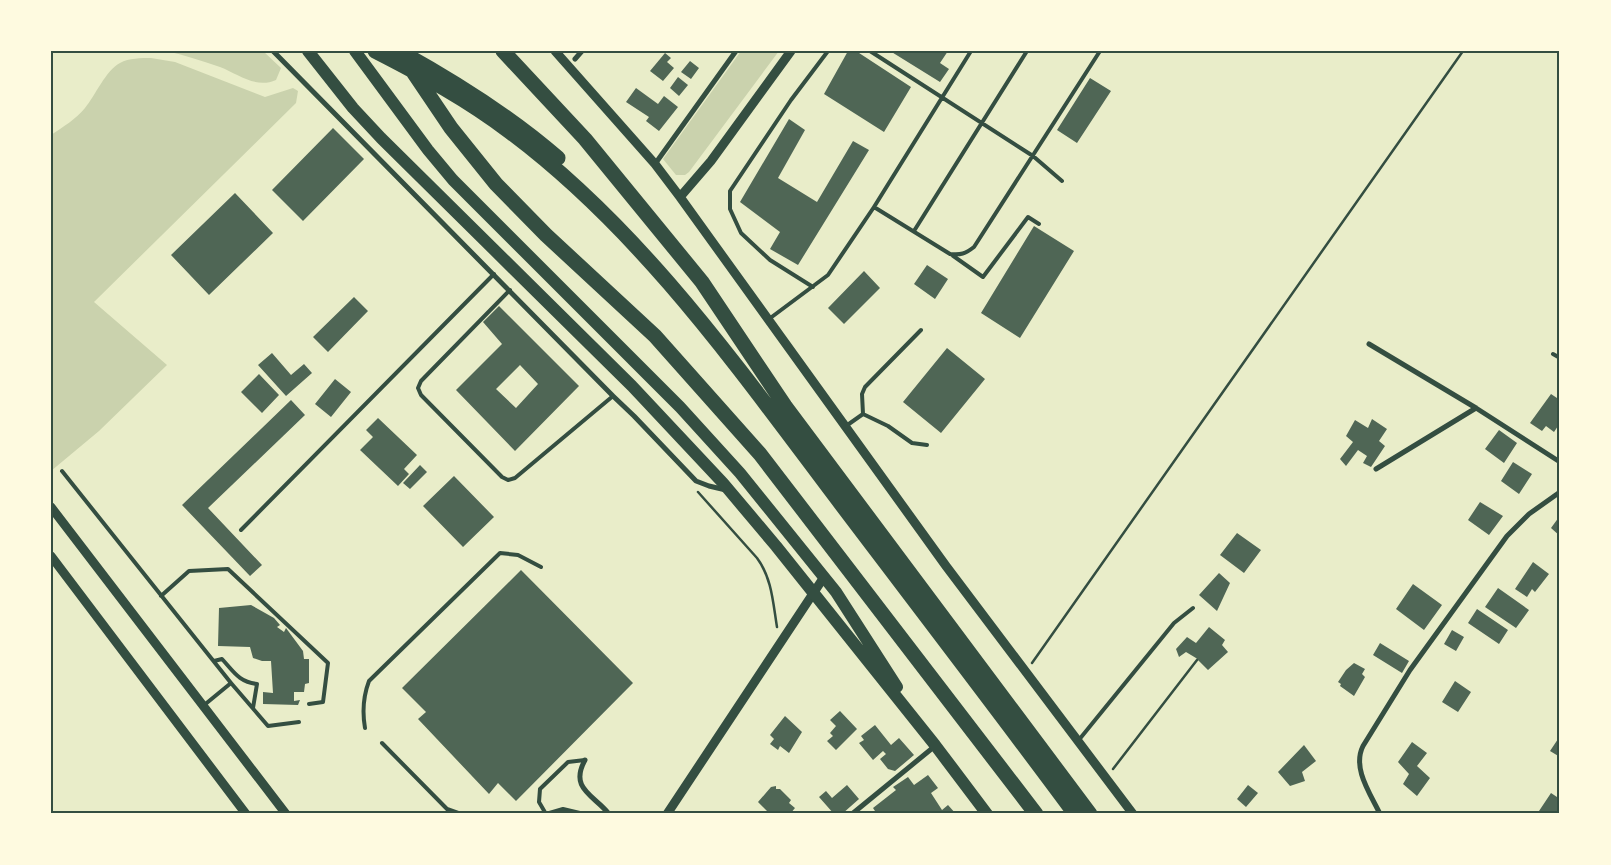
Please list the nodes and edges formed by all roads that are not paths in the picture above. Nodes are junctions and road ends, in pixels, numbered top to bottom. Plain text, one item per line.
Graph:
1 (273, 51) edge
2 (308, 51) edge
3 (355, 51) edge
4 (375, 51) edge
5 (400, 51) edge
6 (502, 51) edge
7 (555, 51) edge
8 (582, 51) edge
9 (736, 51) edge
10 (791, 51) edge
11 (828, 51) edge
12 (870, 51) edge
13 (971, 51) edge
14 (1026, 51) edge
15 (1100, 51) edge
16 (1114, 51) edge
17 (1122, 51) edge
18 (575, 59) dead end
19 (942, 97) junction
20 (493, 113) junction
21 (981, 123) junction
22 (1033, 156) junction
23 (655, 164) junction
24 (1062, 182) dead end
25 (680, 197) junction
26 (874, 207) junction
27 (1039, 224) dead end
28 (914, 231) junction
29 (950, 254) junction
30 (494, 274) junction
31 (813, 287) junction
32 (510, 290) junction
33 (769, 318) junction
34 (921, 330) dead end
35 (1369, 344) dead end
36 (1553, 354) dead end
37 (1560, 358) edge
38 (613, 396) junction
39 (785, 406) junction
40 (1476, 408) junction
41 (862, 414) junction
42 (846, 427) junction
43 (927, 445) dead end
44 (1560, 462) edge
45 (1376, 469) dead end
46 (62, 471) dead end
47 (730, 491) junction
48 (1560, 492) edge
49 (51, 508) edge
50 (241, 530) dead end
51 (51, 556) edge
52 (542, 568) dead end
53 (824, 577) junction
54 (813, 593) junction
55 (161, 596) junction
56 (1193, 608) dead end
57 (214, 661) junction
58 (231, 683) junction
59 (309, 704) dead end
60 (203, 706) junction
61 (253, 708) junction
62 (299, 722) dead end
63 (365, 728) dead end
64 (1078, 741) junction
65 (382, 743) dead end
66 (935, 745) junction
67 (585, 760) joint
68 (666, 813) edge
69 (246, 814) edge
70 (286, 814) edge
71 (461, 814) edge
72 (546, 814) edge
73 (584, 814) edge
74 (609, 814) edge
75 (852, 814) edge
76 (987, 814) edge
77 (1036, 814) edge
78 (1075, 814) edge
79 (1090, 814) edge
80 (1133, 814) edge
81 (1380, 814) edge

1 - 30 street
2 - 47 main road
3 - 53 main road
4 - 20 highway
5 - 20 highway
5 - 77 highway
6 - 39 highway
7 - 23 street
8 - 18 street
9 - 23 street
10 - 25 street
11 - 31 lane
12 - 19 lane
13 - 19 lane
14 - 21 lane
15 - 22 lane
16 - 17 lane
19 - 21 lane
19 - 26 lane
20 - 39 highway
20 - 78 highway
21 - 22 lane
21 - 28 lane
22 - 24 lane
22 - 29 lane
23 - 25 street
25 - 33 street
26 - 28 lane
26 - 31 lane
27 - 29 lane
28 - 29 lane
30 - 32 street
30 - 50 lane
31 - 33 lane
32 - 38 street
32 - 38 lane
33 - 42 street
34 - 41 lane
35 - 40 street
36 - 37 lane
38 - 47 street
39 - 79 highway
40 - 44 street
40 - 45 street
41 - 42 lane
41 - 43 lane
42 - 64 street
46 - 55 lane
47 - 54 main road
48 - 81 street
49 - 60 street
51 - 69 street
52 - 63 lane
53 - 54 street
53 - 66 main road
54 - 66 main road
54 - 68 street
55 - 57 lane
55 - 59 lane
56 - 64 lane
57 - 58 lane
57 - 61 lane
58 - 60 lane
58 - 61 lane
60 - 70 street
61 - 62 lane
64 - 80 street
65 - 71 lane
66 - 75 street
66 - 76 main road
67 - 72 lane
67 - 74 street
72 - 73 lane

***

- Assignment
Give the entries again exactly. Pictures stay out.

- Written reply
Please list the nodes and edges formed by all roads that are not paths in the picture above. Nodes are junctions and road ends, in pixels, numbered top to bottom. Plain text, one item per line.
Graph:
1 (273, 51) edge
2 (308, 51) edge
3 (355, 51) edge
4 (375, 51) edge
5 (400, 51) edge
6 (502, 51) edge
7 (555, 51) edge
8 (582, 51) edge
9 (736, 51) edge
10 (791, 51) edge
11 (828, 51) edge
12 (870, 51) edge
13 (971, 51) edge
14 (1026, 51) edge
15 (1100, 51) edge
16 (1114, 51) edge
17 (1122, 51) edge
18 (575, 59) dead end
19 (942, 97) junction
20 (493, 113) junction
21 (981, 123) junction
22 (1033, 156) junction
23 (655, 164) junction
24 (1062, 182) dead end
25 (680, 197) junction
26 (874, 207) junction
27 (1039, 224) dead end
28 (914, 231) junction
29 (950, 254) junction
30 (494, 274) junction
31 (813, 287) junction
32 (510, 290) junction
33 (769, 318) junction
34 (921, 330) dead end
35 (1369, 344) dead end
36 (1553, 354) dead end
37 (1560, 358) edge
38 (613, 396) junction
39 (785, 406) junction
40 (1476, 408) junction
41 (862, 414) junction
42 (846, 427) junction
43 (927, 445) dead end
44 (1560, 462) edge
45 (1376, 469) dead end
46 (62, 471) dead end
47 (730, 491) junction
48 (1560, 492) edge
49 (51, 508) edge
50 (241, 530) dead end
51 (51, 556) edge
52 (542, 568) dead end
53 (824, 577) junction
54 (813, 593) junction
55 (161, 596) junction
56 (1193, 608) dead end
57 (214, 661) junction
58 (231, 683) junction
59 (309, 704) dead end
60 (203, 706) junction
61 (253, 708) junction
62 (299, 722) dead end
63 (365, 728) dead end
64 (1078, 741) junction
65 (382, 743) dead end
66 (935, 745) junction
67 (585, 760) joint
68 (666, 813) edge
69 (246, 814) edge
70 (286, 814) edge
71 (461, 814) edge
72 (546, 814) edge
73 (584, 814) edge
74 (609, 814) edge
75 (852, 814) edge
76 (987, 814) edge
77 (1036, 814) edge
78 (1075, 814) edge
79 (1090, 814) edge
80 (1133, 814) edge
81 (1380, 814) edge

1 - 30 street
2 - 47 main road
3 - 53 main road
4 - 20 highway
5 - 20 highway
5 - 77 highway
6 - 39 highway
7 - 23 street
8 - 18 street
9 - 23 street
10 - 25 street
11 - 31 lane
12 - 19 lane
13 - 19 lane
14 - 21 lane
15 - 22 lane
16 - 17 lane
19 - 21 lane
19 - 26 lane
20 - 39 highway
20 - 78 highway
21 - 22 lane
21 - 28 lane
22 - 24 lane
22 - 29 lane
23 - 25 street
25 - 33 street
26 - 28 lane
26 - 31 lane
27 - 29 lane
28 - 29 lane
30 - 32 street
30 - 50 lane
31 - 33 lane
32 - 38 street
32 - 38 lane
33 - 42 street
34 - 41 lane
35 - 40 street
36 - 37 lane
38 - 47 street
39 - 79 highway
40 - 44 street
40 - 45 street
41 - 42 lane
41 - 43 lane
42 - 64 street
46 - 55 lane
47 - 54 main road
48 - 81 street
49 - 60 street
51 - 69 street
52 - 63 lane
53 - 54 street
53 - 66 main road
54 - 66 main road
54 - 68 street
55 - 57 lane
55 - 59 lane
56 - 64 lane
57 - 58 lane
57 - 61 lane
58 - 60 lane
58 - 61 lane
60 - 70 street
61 - 62 lane
64 - 80 street
65 - 71 lane
66 - 75 street
66 - 76 main road
67 - 72 lane
67 - 74 street
72 - 73 lane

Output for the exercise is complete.